Signal Maritime notched up an addition to its MR pool, bringing the total number of product tankers under its direct management to eight.
The 50,000-dwt Alpine Link (built 2010) joined the Signal pool on Friday of last week, according to its website.
This is a vessel listed in the fleet of Greece’s Sea World Management.
TradeWinds understands, however, that the Alpine Link was put in the pool by the shipping arm of Swiss commodity trader Mercuria, which is currently employing the vessel and has worked with Signal in the past.
Signal set up its MR pool in the summer of 2021. The structure got a big boost later this year when Shell put in 10 product tankers.
The energy giant, however, withdrew the ships after the two parties’ contracts expired — probably as a result of an internal decision to reassert full control over this fleet.
Signal compensated for some of those outgoing ships by attracting other clients into its MR pool. Most notable among them is Eastern Pacific Shipping, which has three vessels currently listed with the structure.

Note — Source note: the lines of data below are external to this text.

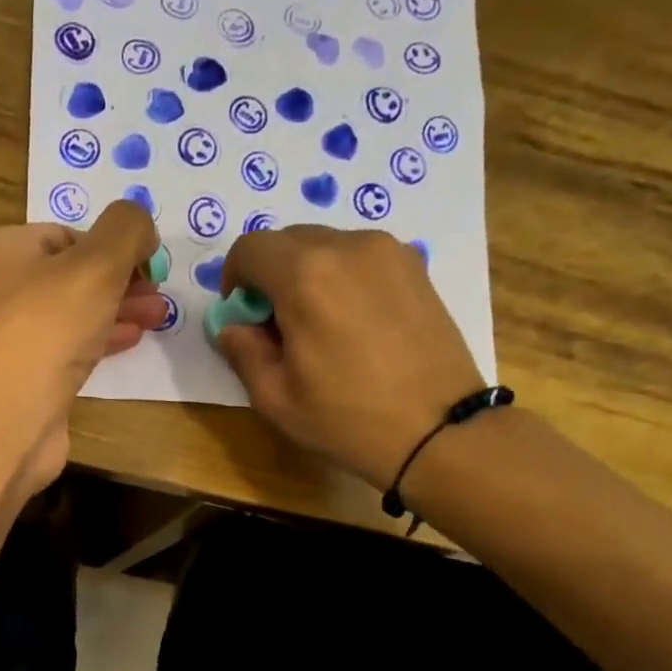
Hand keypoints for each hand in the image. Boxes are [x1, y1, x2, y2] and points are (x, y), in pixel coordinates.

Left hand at [0, 202, 165, 486]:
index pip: (68, 234)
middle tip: (160, 295)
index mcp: (8, 250)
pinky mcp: (29, 379)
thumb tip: (141, 225)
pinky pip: (70, 350)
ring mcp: (14, 338)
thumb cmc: (47, 328)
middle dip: (122, 282)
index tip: (148, 264)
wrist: (6, 418)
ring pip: (75, 314)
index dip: (112, 245)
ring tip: (159, 317)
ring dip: (118, 311)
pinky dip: (101, 342)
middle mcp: (4, 290)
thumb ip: (126, 231)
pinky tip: (131, 342)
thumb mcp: (97, 263)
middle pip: (74, 275)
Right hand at [216, 227, 484, 490]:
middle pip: (289, 241)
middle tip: (277, 327)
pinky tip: (354, 325)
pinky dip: (343, 278)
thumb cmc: (347, 419)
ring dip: (308, 276)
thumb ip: (243, 351)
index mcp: (306, 276)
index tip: (243, 317)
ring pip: (327, 246)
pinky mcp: (416, 267)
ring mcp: (389, 252)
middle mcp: (348, 246)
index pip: (250, 248)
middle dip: (270, 276)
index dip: (234, 280)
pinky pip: (361, 258)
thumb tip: (233, 327)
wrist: (438, 430)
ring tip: (319, 328)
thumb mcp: (275, 397)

The flexibility Signal grants to clients often cut both ways as the company lost some vessels from its original aframax pool as well — following owners’ decision to sell the ships at sky-high prices to Asian clients in the aftermath of the Ukraine war.
Signal, however, still counts nine aframaxes from long-term partners in its fleet, including Greece’s Ionic Shipping and Performance Shipping, as well as India’s Great Eastern Shipping.
The company earlier this year even made inroads into the LR2 segment by striking a partnership with SKS, in which the Norwegian outfit uses Signal’s technological pool infrastructure and data-driven chartering tools.
The joint set-up called “SKS LR2 Pool – powered by Signal” has seven SKS vessels in its fleet, up from an initial five.